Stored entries

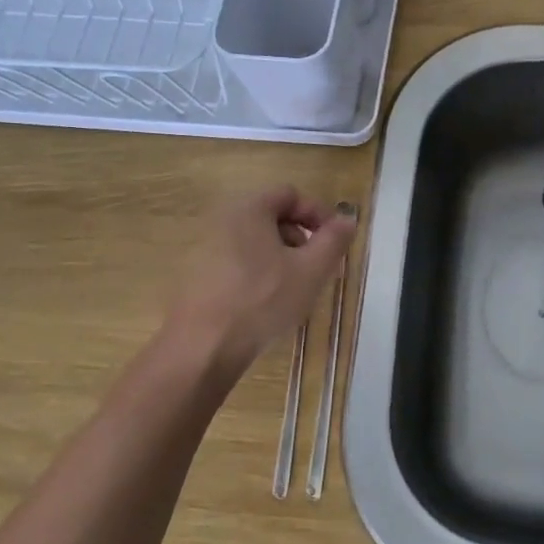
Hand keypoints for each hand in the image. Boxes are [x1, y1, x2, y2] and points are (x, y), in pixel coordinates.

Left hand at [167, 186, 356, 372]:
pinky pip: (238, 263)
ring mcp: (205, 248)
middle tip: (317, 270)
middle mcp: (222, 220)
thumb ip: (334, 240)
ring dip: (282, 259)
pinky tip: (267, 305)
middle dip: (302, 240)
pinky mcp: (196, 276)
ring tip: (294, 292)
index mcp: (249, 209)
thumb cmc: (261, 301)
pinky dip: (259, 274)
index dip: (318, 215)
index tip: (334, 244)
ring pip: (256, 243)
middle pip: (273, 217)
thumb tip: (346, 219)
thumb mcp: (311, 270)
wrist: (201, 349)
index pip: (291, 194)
* * *
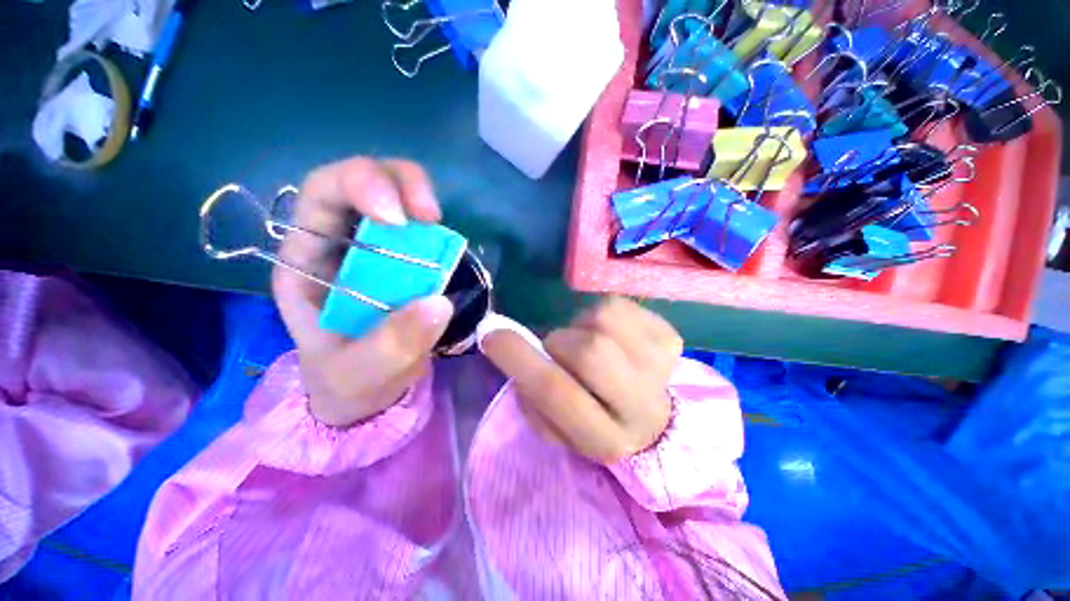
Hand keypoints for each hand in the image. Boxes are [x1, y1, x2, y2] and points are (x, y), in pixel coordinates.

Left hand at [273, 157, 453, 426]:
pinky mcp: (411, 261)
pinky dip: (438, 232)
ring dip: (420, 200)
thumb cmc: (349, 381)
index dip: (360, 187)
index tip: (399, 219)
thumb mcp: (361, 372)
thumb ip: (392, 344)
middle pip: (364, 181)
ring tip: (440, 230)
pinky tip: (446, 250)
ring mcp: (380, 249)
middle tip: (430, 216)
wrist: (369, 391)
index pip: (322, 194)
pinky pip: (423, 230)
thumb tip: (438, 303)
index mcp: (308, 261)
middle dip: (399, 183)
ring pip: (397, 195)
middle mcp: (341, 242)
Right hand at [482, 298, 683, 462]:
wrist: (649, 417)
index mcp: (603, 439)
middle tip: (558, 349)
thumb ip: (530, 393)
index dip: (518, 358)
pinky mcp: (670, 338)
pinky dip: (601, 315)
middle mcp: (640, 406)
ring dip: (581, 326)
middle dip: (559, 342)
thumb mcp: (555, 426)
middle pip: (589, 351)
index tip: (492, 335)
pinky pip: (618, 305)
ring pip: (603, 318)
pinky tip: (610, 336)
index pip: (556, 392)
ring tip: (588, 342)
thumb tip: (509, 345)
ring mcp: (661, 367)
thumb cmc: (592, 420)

What you are asked to do – Run a filter over the data above and keep each line that contains the word "pinky".

Output of the task –
pinky pip: (238, 263)
pinky tip: (267, 305)
pinky mcp: (196, 276)
pinky dip: (259, 274)
pinky mcp: (411, 261)
pinky dip: (438, 232)
pinky tip: (446, 250)
pinky pip: (423, 230)
pinky mcp: (670, 338)
pinky dip: (601, 315)
pinky pip: (618, 305)
pinky tip: (610, 336)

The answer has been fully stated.